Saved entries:
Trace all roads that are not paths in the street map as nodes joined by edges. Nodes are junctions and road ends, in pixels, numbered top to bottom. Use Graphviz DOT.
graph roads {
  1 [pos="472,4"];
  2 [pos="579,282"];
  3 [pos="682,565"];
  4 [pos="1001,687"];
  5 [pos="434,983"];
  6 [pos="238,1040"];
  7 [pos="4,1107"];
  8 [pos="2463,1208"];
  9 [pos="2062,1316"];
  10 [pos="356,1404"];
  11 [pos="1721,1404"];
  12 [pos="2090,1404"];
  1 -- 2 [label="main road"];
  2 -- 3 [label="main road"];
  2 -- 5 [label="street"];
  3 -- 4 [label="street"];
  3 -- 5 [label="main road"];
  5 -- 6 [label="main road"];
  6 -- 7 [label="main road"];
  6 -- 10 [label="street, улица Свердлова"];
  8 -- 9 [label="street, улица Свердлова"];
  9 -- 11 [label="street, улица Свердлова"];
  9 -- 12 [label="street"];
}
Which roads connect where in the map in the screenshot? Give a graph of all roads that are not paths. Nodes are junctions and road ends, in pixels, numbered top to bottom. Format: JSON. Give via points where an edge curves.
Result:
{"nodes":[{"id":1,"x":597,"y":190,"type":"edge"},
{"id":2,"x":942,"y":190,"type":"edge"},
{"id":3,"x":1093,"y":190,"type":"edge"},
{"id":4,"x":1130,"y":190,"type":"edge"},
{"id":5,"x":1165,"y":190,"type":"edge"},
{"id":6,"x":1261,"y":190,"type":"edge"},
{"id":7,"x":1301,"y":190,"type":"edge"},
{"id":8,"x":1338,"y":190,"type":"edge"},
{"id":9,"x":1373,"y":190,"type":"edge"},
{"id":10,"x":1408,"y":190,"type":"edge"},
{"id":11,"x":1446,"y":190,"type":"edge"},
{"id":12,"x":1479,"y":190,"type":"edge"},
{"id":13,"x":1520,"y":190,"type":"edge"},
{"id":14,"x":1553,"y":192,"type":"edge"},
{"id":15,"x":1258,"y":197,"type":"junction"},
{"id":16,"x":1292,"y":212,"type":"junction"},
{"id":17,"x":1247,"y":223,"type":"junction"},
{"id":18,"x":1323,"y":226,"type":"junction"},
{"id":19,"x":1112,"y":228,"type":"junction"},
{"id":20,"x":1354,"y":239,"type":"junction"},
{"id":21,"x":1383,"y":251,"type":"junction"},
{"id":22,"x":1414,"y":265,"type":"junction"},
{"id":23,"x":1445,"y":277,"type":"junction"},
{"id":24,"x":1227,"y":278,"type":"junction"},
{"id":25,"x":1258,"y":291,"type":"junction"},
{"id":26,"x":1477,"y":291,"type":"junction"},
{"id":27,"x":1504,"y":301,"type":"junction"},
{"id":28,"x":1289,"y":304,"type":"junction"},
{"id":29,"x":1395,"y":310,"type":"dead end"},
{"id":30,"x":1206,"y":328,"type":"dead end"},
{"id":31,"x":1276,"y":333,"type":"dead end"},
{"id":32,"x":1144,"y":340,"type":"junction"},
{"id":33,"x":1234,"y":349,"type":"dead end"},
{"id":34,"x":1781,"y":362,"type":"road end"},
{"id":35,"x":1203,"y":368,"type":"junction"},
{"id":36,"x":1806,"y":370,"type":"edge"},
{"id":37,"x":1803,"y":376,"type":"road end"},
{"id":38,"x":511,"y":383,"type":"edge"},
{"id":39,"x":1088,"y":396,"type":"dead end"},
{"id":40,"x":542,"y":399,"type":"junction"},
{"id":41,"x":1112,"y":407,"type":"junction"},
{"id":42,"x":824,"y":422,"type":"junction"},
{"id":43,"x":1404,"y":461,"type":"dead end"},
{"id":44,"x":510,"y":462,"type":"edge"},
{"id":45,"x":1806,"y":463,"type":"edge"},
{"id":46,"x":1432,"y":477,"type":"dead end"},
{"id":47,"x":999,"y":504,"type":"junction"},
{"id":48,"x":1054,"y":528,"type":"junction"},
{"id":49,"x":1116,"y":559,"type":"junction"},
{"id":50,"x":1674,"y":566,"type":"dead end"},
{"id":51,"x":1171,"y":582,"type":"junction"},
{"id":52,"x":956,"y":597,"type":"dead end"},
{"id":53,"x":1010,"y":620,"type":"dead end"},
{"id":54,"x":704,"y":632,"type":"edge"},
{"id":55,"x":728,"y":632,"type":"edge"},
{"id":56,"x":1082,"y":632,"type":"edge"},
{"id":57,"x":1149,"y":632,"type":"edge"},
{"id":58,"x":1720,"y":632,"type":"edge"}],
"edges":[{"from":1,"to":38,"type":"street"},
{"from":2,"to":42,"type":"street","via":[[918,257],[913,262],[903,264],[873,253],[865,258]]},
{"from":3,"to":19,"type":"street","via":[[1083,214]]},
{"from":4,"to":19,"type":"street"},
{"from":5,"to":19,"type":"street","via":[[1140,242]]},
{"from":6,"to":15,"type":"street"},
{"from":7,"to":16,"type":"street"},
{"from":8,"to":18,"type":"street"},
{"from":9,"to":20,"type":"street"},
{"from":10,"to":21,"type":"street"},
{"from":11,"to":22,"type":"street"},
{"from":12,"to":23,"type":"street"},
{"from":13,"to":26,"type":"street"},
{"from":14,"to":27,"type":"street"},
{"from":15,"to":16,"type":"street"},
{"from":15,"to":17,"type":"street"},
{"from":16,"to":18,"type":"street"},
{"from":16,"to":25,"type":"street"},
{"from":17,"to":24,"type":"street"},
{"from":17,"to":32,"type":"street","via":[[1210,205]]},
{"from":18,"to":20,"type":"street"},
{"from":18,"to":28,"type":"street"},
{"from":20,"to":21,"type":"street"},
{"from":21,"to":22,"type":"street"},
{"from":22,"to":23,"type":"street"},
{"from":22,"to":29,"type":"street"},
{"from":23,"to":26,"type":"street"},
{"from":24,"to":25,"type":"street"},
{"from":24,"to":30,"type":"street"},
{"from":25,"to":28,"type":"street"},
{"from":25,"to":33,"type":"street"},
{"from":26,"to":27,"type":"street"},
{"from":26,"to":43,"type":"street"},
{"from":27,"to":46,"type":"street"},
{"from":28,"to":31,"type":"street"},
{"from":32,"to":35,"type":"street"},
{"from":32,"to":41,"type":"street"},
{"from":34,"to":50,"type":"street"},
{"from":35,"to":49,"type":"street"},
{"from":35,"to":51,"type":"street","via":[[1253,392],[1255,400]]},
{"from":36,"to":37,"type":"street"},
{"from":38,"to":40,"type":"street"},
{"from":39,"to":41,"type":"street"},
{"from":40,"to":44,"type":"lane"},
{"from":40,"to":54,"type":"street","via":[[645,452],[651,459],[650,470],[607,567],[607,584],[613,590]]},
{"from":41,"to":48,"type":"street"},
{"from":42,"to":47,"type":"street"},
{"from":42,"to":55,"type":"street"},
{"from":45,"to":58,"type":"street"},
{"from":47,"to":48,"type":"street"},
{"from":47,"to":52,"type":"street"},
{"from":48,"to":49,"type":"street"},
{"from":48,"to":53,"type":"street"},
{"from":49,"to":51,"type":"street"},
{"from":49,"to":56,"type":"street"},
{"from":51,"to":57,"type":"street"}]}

» **Exercise instructions**
Find the string "paths" in the lines above and count those lines. Give only that count.

» **Answer area**
2